[Data for processing — start]
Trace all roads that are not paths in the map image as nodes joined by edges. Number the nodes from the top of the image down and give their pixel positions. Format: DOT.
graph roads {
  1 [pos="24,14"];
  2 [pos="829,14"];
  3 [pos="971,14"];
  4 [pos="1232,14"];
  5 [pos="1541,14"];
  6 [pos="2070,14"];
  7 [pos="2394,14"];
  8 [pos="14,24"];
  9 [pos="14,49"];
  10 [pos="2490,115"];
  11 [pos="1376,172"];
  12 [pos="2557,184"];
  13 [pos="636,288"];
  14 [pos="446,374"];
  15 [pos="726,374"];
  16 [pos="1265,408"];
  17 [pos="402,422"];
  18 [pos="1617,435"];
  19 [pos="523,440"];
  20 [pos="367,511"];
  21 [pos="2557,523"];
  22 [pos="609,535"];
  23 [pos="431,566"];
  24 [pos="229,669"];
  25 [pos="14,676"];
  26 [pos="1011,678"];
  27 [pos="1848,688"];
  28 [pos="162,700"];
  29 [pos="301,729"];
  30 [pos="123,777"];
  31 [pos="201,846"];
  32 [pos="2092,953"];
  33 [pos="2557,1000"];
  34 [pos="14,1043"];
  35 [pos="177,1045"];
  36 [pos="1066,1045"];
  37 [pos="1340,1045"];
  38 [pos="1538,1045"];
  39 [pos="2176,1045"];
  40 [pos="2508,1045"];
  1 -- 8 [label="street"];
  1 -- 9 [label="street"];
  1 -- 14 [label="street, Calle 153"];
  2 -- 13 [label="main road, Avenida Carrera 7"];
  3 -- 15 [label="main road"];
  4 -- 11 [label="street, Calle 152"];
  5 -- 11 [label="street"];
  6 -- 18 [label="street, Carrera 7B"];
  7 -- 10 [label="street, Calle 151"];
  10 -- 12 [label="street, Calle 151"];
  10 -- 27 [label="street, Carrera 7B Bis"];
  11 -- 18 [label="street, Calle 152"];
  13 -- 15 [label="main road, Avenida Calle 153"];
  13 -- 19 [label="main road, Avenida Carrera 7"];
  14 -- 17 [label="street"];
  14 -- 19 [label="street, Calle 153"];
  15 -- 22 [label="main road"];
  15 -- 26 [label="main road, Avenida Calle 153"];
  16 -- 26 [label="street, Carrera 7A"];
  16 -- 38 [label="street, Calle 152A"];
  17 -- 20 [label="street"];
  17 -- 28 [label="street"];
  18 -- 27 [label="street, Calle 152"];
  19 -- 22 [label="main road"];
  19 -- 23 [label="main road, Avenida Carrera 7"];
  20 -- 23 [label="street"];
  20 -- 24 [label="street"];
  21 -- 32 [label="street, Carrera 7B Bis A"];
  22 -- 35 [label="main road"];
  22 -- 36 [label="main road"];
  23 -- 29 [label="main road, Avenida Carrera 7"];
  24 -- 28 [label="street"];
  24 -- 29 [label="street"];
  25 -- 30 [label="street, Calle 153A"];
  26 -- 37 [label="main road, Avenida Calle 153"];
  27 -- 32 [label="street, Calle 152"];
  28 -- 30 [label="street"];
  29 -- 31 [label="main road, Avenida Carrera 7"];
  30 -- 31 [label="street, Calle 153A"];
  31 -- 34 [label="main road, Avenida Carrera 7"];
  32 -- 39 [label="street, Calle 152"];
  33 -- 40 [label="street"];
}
[Data for processing — finish]
Work request: Now copy each line of the entries that mentions "roads".

Finished exercise:
Trace all roads that are not paths in the map image as nodes joined by edges. Number the nodes from the top of the image down and give their pixel positions. Format: DOT.
graph roads {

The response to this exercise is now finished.